Work to be completed. Reproduce all of the data exactly, with no line skipped.

..........

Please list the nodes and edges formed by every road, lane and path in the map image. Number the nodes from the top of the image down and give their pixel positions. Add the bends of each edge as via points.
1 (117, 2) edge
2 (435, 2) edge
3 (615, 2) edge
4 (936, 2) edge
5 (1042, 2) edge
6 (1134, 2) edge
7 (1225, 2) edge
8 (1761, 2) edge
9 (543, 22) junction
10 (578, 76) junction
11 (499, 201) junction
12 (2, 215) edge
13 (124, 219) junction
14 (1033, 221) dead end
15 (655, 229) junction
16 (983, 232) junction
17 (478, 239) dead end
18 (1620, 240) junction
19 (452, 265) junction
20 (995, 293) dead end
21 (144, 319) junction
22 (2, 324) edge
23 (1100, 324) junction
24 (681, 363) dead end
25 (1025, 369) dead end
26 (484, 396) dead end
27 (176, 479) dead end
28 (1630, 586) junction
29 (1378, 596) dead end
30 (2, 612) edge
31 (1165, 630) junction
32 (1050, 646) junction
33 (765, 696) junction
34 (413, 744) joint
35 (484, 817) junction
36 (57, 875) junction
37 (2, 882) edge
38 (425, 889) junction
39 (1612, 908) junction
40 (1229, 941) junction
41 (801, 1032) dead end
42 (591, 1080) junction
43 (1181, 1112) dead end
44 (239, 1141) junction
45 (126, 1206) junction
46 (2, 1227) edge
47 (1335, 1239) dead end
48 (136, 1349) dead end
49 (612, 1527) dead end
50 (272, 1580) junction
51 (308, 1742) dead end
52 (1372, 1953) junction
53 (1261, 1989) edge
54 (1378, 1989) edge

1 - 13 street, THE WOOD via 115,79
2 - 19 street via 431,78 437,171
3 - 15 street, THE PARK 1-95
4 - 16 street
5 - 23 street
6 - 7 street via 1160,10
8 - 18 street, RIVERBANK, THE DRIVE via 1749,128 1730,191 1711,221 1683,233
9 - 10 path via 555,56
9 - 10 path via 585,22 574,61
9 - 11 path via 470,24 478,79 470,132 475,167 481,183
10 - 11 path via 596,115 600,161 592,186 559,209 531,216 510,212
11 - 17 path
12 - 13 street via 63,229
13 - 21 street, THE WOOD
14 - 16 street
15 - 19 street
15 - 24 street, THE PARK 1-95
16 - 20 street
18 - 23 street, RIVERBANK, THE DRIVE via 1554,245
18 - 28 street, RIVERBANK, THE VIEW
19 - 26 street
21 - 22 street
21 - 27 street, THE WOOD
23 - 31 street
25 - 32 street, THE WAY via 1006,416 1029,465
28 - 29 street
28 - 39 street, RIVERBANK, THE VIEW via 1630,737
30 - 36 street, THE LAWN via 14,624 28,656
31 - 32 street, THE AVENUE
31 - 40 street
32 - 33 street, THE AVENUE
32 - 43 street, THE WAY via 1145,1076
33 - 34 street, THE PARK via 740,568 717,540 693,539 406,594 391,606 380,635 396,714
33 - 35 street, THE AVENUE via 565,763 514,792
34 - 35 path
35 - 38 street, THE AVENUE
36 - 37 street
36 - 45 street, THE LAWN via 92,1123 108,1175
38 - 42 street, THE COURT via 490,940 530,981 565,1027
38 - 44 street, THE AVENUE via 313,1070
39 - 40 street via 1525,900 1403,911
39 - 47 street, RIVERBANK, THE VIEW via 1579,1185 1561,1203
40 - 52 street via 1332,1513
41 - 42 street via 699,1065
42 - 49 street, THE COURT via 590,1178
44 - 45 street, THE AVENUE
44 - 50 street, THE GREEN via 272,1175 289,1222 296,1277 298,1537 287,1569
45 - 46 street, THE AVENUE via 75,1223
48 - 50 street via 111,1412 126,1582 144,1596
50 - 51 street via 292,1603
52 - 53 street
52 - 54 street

..........

Finished task.
Please list the nodes and edges formed by every road, lane and path in the map image. Number the nodes from the top of the image down and give their pixel positions. Add the bends of each edge as via points.
1 (117, 2) edge
2 (435, 2) edge
3 (615, 2) edge
4 (936, 2) edge
5 (1042, 2) edge
6 (1134, 2) edge
7 (1225, 2) edge
8 (1761, 2) edge
9 (543, 22) junction
10 (578, 76) junction
11 (499, 201) junction
12 (2, 215) edge
13 (124, 219) junction
14 (1033, 221) dead end
15 (655, 229) junction
16 (983, 232) junction
17 (478, 239) dead end
18 (1620, 240) junction
19 (452, 265) junction
20 (995, 293) dead end
21 (144, 319) junction
22 (2, 324) edge
23 (1100, 324) junction
24 (681, 363) dead end
25 (1025, 369) dead end
26 (484, 396) dead end
27 (176, 479) dead end
28 (1630, 586) junction
29 (1378, 596) dead end
30 (2, 612) edge
31 (1165, 630) junction
32 (1050, 646) junction
33 (765, 696) junction
34 (413, 744) joint
35 (484, 817) junction
36 (57, 875) junction
37 (2, 882) edge
38 (425, 889) junction
39 (1612, 908) junction
40 (1229, 941) junction
41 (801, 1032) dead end
42 (591, 1080) junction
43 (1181, 1112) dead end
44 (239, 1141) junction
45 (126, 1206) junction
46 (2, 1227) edge
47 (1335, 1239) dead end
48 (136, 1349) dead end
49 (612, 1527) dead end
50 (272, 1580) junction
51 (308, 1742) dead end
52 (1372, 1953) junction
53 (1261, 1989) edge
54 (1378, 1989) edge

1 - 13 street, THE WOOD via 115,79
2 - 19 street via 431,78 437,171
3 - 15 street, THE PARK 1-95
4 - 16 street
5 - 23 street
6 - 7 street via 1160,10
8 - 18 street, RIVERBANK, THE DRIVE via 1749,128 1730,191 1711,221 1683,233
9 - 10 path via 555,56
9 - 10 path via 585,22 574,61
9 - 11 path via 470,24 478,79 470,132 475,167 481,183
10 - 11 path via 596,115 600,161 592,186 559,209 531,216 510,212
11 - 17 path
12 - 13 street via 63,229
13 - 21 street, THE WOOD
14 - 16 street
15 - 19 street
15 - 24 street, THE PARK 1-95
16 - 20 street
18 - 23 street, RIVERBANK, THE DRIVE via 1554,245
18 - 28 street, RIVERBANK, THE VIEW
19 - 26 street
21 - 22 street
21 - 27 street, THE WOOD
23 - 31 street
25 - 32 street, THE WAY via 1006,416 1029,465
28 - 29 street
28 - 39 street, RIVERBANK, THE VIEW via 1630,737
30 - 36 street, THE LAWN via 14,624 28,656
31 - 32 street, THE AVENUE
31 - 40 street
32 - 33 street, THE AVENUE
32 - 43 street, THE WAY via 1145,1076
33 - 34 street, THE PARK via 740,568 717,540 693,539 406,594 391,606 380,635 396,714
33 - 35 street, THE AVENUE via 565,763 514,792
34 - 35 path
35 - 38 street, THE AVENUE
36 - 37 street
36 - 45 street, THE LAWN via 92,1123 108,1175
38 - 42 street, THE COURT via 490,940 530,981 565,1027
38 - 44 street, THE AVENUE via 313,1070
39 - 40 street via 1525,900 1403,911
39 - 47 street, RIVERBANK, THE VIEW via 1579,1185 1561,1203
40 - 52 street via 1332,1513
41 - 42 street via 699,1065
42 - 49 street, THE COURT via 590,1178
44 - 45 street, THE AVENUE
44 - 50 street, THE GREEN via 272,1175 289,1222 296,1277 298,1537 287,1569
45 - 46 street, THE AVENUE via 75,1223
48 - 50 street via 111,1412 126,1582 144,1596
50 - 51 street via 292,1603
52 - 53 street
52 - 54 street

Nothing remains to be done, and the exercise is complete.